Meine Damen und Herren, dieser Antrag gehört vom Kopf auf die Füße gestellt. In der Begründung nämlich ist von vier Instrumenten die Rede, die auf europäischer Ebene aktuell angegangen werden und die beachtet und in ihren Chancen und Möglichkeiten genutzt werden sollten: erstens der Europäische Qualifikationsrahmen für lebenslanges Lernen, zweitens das Europäische Leistungspunktesystem für die Berufsbildung, drittens der Europäische Bezugsrahmen für die Qualitätssicherung in der beruflichen Aus- und Weiterbildung und viertens die gemeinsamen europäischen Grundsätze für die Ermittlung und Validierung von nicht formalen und informellen Lernprozessen.

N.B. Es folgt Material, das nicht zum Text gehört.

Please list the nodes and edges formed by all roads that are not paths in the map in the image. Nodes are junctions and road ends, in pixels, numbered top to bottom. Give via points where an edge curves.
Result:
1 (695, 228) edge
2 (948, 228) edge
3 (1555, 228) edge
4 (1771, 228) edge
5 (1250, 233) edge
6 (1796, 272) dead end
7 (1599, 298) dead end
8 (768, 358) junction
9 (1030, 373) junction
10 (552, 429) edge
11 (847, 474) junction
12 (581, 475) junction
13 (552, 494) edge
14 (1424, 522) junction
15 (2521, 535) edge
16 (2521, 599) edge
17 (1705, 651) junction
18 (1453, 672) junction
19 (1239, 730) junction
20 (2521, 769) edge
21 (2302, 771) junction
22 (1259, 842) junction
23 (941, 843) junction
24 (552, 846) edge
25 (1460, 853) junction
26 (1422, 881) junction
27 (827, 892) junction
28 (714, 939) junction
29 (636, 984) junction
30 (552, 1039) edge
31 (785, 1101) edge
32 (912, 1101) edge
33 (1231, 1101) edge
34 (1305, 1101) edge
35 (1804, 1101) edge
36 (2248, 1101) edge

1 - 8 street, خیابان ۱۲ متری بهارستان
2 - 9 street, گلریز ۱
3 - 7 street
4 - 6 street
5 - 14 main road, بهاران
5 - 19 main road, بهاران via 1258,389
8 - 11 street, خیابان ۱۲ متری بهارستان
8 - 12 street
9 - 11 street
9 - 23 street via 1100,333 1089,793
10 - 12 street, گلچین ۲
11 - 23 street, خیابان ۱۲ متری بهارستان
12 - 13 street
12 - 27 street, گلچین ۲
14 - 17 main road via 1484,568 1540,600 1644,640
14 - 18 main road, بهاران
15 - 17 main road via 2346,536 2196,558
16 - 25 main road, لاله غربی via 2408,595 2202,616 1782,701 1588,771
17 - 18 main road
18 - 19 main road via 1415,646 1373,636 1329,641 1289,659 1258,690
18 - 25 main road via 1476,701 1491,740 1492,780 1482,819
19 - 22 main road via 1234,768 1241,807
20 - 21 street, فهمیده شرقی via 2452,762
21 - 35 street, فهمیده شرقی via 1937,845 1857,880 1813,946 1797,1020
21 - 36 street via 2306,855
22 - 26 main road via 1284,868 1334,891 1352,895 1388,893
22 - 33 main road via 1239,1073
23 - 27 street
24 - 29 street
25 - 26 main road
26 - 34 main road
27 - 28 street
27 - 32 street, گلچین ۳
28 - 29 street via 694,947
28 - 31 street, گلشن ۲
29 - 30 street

Wenn es den Diskussionen im Ausschuss gelingt, auch nur in einem Teil dieser Bereiche zu einer fundierten Einschätzung zu gelangen und in diese die Einzelbeispiele einzuarbeiten, von denen der Antrag ausgeht, dann wäre wirklich etwas gewonnen.

(Beifall bei der SPD)

So, wie er vorliegt, ist der Antrag eine Sammlung von Leerformeln und ein Antrag ohne Substanz mit einer Änderungswirkung gegen null.

Danke schön, meine Damen und Herren.

(Beifall bei der SPD)

Meine Damen und Herren, zu einer Kurzintervention erteile ich jetzt Frau Korter von der Fraktion Bündnis 90/Die Grünen das Wort.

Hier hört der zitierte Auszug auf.